Le dossier d'inventaire met en avant la richesse et la singularité des quadrilles. Cette danse en carré, composée de couples qui enchaînent des figures codifiées, se distingue par une hybridation unique entre héritages européens et apports africains. Les accords d'accordéon ou de violon se mêlent au rythme profond du tanboudibass, tandis que le siyak, les chachas ou les tibois rappellent la créativité instrumentale des populations créoles. Les figures du Pantalon, de l'Été, de la Poule ou de la Pastourelle, héritées des bals européens, sont exécutées selon des esthétiques, des rythmes et des savoir-faire propres à chaque territoire. Le quadrille guadeloupéen témoigne ainsi d'un processus de créolisation dans lequel les danseurs et musiciens ont transformé une danse de maître en un art populaire profondément ancré dans l'identité locale.

Une tradition vivante mais aujourd'hui menacée

Si les quadrilles créoles continuent d'être dansés partout en Guadeloupe, leur transmission repose désormais presque exclusivement sur des associations locales, dont les membres sont majoritairement âgés. Le document d'inventaire souligne le manque de relève parmi les jeunes, dont beaucoup associent encore le quadrille à une pratique figée ou trop liée à l'époque coloniale. Dans des territoires comme Marie-Galante, la situation est particulièrement préoccupante : le seul commandeur encore actif y est octogénaire et ne dispose d'aucun successeur. Les crises récentes, notamment la pandémie de Covid-19, ont encore fragilisé le tissu associatif et accentué les risques d'interruption de la transmission. Malgré cela, une centaine d'associations, dont environ quatre-vingts regroupées au sein de la FREGAQ (Fédération Régionale Guadeloupéenne des Activités de Quadrille), continuent d'animer répétitions, bals et événements culturels, perpétuant une pratique qui demeure vivace et fédératrice. 

Une inscription qui ouvre la voie à une véritable politique de sauvegarde

Grâce à leur entrée dans l'inventaire du Patrimoine culturel immatériel, les quadrilles créoles disposent désormais d'un cadre de reconnaissance susceptible d'accélérer les démarches de sauvegarde. La fiche d'inventaire insiste sur l'urgence de structurer un ensemble d'actions destinées à soutenir cette tradition. Le renforcement de la transmission est identifié comme un enjeu prioritaire, notamment à travers l'introduction d'initiations dans les écoles primaires ou la mise en place de programmes intergénérationnels. Le document recommande également la création d'un conservatoire incluant les danses traditionnelles créoles, la collecte systématique d'enregistrements, la valorisation nationale de la pratique ou encore un appui accru aux associations et aux festivals. L'objectif est de permettre aux quadrilles de continuer à évoluer, à être transmis et à demeurer partie prenante de la vie culturelle guadeloupéenne.

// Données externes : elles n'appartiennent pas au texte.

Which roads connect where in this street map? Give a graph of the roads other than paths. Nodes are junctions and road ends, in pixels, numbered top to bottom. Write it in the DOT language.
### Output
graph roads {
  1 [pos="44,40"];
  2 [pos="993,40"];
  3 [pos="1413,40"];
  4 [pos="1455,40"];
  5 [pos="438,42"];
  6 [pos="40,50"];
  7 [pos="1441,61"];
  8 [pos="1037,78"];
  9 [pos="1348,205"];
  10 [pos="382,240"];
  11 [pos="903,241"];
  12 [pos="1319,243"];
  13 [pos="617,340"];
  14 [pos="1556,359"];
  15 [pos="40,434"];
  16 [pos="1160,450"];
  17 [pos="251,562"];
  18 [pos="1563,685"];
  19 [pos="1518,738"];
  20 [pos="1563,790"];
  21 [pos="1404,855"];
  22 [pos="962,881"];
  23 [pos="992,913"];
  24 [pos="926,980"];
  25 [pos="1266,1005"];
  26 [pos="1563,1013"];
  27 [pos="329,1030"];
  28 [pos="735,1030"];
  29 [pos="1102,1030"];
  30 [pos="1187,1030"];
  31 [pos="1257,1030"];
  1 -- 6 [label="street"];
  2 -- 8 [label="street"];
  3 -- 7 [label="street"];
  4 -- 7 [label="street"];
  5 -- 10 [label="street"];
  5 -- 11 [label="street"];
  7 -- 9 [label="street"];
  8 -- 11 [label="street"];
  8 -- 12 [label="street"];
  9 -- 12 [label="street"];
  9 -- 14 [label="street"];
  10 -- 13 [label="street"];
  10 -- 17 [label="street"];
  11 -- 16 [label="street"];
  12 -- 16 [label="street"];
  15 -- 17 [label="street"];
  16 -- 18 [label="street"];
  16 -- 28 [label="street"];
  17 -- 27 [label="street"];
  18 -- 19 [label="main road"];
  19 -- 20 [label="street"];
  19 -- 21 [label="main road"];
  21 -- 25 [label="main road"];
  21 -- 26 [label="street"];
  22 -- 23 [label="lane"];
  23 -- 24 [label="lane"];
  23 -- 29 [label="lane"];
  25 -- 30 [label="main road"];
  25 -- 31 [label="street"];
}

L'inscription des quadrilles créoles de Guadeloupe à l'inventaire du Patrimoine culturel immatériel constitue un symbole puissant. Cette reconnaissance honore l'inventivité des populations mises en esclavage qui ont transformé une danse européenne en un art créole vibrant, profondément ancré dans le vécu et la mémoire de l'île. Elle met également en lumière la force des associations, des musiciens et des commandeurs qui continuent de faire vivre ce patrimoine malgré les difficultés. Surtout, elle ouvre un nouvel horizon : celui d'une valorisation durable qui permettra peut-être aux quadrilles de retrouver une place centrale dans la culture contemporaine, en renouant avec leur vitalité, leur créativité et leur rôle de lien social.